■ Instructions for the task: The expected answer comprises all lines from the entries that contain the string "roads".

■ Records to use:
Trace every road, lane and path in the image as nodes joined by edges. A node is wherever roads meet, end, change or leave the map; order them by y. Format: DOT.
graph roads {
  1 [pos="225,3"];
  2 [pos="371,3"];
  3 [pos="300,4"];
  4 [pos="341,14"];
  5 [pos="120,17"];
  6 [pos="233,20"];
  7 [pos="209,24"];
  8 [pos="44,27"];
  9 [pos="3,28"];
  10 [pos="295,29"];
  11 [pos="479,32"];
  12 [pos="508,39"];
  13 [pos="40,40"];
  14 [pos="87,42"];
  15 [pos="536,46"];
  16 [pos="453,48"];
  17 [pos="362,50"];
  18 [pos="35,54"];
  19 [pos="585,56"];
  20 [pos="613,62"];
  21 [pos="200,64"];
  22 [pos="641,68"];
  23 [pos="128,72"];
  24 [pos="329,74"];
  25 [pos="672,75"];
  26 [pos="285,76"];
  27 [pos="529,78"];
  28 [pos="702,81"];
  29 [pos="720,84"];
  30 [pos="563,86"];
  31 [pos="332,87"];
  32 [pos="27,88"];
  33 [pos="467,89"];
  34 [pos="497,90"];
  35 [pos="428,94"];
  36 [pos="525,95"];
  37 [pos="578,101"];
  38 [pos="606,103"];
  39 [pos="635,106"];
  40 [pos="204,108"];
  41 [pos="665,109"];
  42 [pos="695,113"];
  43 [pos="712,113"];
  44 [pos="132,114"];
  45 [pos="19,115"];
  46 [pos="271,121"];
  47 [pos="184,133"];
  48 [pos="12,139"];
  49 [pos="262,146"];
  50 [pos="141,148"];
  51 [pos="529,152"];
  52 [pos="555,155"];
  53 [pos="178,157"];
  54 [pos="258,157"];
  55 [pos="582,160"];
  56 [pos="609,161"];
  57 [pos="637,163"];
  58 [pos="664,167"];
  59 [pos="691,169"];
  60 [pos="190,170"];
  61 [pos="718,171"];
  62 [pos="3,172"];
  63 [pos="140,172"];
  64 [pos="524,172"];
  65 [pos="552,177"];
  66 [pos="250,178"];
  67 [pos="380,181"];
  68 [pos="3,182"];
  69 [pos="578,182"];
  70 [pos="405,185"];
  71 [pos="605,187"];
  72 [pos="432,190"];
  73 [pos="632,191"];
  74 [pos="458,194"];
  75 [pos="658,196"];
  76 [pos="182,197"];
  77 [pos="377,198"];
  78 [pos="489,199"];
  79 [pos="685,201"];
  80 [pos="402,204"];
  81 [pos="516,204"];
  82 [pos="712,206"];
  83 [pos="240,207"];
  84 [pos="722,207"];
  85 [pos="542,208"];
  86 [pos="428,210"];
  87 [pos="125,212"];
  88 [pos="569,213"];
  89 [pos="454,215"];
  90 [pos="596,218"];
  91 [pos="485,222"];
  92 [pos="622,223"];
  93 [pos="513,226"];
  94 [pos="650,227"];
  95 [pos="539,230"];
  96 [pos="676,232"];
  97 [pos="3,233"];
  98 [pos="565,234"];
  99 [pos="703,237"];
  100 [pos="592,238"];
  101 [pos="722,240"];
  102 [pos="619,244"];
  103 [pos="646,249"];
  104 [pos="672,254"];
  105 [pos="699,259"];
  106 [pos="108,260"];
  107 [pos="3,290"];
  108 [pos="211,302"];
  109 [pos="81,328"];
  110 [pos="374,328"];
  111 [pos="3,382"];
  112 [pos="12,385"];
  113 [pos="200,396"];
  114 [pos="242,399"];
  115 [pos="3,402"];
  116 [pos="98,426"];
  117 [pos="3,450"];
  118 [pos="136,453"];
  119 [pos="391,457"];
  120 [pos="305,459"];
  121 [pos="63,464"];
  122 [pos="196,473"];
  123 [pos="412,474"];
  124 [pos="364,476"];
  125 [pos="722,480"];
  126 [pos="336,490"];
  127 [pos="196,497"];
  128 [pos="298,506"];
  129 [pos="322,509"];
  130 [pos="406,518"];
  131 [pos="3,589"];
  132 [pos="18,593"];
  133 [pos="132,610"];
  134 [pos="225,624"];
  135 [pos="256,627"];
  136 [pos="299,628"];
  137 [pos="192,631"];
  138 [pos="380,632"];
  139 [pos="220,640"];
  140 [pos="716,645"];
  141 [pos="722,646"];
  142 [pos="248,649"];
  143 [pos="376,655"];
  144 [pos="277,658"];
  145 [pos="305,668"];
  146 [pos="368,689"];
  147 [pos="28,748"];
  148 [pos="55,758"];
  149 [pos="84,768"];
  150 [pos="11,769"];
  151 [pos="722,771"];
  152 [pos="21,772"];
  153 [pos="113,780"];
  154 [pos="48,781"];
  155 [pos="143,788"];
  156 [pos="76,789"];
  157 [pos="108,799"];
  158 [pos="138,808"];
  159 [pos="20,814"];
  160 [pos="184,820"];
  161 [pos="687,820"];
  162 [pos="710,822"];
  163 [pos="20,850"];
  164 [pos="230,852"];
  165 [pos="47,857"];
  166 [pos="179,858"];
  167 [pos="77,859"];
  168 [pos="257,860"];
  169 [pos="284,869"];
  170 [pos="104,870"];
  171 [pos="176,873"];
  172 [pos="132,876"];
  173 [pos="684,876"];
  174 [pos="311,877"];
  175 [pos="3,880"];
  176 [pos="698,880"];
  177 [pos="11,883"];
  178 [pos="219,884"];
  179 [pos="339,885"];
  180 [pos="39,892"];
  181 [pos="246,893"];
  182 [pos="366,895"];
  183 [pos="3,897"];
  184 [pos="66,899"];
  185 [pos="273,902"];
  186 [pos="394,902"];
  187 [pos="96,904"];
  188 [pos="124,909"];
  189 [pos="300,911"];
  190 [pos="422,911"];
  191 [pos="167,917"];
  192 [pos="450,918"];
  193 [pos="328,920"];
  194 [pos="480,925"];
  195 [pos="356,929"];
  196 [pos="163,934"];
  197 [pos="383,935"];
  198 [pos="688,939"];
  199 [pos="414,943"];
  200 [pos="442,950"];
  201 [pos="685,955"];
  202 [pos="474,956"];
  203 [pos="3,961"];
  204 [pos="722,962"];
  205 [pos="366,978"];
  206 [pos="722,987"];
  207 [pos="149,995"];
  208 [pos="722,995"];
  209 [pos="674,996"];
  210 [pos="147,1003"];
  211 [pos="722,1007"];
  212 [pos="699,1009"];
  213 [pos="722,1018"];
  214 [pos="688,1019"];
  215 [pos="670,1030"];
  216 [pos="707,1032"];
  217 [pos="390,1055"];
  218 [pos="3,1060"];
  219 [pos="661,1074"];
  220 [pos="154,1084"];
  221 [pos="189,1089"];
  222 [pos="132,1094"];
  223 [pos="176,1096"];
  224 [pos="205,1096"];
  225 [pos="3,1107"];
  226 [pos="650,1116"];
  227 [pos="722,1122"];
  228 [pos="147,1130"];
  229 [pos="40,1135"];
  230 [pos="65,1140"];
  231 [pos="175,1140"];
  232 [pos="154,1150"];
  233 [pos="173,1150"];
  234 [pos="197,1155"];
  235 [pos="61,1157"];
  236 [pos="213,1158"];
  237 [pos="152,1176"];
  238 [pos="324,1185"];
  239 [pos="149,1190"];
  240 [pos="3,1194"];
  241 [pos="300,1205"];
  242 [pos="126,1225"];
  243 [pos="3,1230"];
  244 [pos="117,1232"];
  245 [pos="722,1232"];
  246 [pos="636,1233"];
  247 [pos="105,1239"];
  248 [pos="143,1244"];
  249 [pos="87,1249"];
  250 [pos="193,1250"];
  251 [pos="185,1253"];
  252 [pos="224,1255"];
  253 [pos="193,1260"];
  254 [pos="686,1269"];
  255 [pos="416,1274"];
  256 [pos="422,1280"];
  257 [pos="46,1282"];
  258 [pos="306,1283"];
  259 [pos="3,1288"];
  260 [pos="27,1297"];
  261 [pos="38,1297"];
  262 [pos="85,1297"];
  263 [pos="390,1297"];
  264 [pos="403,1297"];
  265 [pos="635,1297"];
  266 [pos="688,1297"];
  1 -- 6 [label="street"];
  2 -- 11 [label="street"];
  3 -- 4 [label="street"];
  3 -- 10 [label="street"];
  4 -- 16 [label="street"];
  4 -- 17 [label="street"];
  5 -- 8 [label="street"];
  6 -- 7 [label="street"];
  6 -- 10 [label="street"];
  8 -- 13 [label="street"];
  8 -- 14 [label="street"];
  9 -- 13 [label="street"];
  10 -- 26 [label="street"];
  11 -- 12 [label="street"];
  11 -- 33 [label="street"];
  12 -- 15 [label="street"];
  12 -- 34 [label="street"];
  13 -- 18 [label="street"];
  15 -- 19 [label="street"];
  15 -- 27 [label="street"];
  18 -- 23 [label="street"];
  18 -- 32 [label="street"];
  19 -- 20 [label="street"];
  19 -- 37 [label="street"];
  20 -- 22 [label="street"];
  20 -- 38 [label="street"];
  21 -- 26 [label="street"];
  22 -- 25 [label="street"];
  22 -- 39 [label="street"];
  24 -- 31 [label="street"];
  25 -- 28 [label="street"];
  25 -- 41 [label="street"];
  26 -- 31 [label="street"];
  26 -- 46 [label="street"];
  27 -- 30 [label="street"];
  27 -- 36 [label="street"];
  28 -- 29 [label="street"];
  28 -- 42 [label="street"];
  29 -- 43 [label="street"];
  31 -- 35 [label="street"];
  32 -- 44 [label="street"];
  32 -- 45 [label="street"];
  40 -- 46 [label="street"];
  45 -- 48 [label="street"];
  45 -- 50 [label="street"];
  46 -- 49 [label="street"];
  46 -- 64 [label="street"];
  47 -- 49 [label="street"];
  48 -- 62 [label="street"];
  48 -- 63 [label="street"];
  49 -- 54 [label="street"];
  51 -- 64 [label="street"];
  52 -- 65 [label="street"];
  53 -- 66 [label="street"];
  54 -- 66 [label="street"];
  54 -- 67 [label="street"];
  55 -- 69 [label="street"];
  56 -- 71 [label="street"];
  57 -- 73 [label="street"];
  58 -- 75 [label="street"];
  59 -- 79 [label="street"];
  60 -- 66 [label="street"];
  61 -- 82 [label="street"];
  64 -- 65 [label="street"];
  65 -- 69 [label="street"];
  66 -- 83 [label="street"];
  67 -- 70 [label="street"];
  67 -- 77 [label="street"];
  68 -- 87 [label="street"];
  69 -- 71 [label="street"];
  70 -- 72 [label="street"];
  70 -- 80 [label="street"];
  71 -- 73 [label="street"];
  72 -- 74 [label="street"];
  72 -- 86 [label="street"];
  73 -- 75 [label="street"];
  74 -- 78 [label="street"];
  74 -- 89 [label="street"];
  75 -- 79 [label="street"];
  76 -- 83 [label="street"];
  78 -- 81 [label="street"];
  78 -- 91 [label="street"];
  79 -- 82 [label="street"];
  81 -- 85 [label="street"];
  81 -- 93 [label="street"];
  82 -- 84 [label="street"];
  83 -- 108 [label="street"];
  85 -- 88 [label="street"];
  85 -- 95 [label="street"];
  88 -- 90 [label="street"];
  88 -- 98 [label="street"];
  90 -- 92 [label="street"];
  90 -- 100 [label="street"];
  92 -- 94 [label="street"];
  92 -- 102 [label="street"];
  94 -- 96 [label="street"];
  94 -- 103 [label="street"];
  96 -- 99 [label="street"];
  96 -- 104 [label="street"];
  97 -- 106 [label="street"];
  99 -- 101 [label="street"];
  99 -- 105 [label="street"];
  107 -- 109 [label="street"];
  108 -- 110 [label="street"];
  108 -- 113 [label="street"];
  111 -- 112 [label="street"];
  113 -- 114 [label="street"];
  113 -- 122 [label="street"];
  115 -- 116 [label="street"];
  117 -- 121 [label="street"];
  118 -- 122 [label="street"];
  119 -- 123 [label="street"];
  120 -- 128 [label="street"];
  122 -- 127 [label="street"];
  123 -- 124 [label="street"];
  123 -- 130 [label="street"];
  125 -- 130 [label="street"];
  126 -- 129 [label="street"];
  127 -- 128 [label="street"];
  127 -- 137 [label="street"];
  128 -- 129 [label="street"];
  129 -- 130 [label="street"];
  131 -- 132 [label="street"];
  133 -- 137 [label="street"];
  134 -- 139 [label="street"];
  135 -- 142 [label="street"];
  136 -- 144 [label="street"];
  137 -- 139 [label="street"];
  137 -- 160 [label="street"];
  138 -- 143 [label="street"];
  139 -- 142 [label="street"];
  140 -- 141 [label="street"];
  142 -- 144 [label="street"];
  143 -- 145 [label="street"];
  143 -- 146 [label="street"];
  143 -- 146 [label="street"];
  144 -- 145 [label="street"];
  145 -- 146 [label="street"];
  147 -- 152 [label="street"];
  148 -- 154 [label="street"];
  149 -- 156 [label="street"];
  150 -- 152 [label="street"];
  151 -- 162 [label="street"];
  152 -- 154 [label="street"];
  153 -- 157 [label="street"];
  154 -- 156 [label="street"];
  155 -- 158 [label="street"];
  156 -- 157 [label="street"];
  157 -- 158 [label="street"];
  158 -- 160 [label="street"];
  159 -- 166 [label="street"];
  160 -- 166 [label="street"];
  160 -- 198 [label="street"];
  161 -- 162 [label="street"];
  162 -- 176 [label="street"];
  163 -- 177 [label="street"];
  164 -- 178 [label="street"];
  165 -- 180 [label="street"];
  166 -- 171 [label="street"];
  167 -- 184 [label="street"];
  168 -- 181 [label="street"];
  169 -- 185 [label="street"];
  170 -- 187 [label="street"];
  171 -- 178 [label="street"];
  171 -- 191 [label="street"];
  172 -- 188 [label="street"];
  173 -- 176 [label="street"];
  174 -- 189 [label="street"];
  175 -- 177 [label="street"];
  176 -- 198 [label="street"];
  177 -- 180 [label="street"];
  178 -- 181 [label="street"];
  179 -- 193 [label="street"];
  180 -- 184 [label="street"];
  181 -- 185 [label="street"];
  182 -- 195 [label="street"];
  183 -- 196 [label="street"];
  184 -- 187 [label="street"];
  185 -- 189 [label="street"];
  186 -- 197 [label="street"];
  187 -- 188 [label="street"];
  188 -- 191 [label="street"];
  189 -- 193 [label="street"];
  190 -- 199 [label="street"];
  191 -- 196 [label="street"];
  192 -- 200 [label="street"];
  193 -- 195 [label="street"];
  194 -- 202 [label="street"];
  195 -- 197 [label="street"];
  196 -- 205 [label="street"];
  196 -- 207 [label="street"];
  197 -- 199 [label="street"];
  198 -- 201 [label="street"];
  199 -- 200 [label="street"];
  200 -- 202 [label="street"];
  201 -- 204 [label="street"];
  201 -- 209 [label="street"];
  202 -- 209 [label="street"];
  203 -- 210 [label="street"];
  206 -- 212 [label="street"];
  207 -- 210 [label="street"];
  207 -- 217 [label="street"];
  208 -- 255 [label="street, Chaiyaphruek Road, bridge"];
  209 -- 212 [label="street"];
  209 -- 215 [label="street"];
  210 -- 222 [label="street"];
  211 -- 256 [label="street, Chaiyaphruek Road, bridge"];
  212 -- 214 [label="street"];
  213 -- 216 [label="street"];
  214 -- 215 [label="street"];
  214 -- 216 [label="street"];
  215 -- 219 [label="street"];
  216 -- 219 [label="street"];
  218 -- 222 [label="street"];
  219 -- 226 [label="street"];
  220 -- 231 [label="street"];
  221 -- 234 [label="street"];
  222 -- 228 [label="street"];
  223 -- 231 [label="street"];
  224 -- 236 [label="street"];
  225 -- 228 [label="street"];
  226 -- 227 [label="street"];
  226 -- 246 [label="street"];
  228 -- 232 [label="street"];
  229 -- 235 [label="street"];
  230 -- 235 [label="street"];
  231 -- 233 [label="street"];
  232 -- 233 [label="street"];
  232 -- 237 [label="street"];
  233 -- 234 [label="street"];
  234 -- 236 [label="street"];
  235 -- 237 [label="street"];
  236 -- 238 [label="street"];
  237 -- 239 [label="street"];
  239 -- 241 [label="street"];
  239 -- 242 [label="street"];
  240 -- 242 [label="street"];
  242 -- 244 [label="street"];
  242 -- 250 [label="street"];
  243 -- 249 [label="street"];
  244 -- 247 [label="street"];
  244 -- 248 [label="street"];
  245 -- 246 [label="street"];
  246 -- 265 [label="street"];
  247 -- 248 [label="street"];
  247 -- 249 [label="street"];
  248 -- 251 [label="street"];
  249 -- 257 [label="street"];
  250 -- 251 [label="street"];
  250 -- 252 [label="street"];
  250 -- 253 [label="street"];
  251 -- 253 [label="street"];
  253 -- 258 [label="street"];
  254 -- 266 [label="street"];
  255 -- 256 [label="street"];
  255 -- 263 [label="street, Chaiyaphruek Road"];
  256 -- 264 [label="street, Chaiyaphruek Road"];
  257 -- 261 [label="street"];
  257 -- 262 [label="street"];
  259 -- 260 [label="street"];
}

■ Response to the task:
Trace every road, lane and path in the image as nodes joined by edges. A node is wherever roads meet, end, change or leave the map; order them by y. Format: DOT.
graph roads {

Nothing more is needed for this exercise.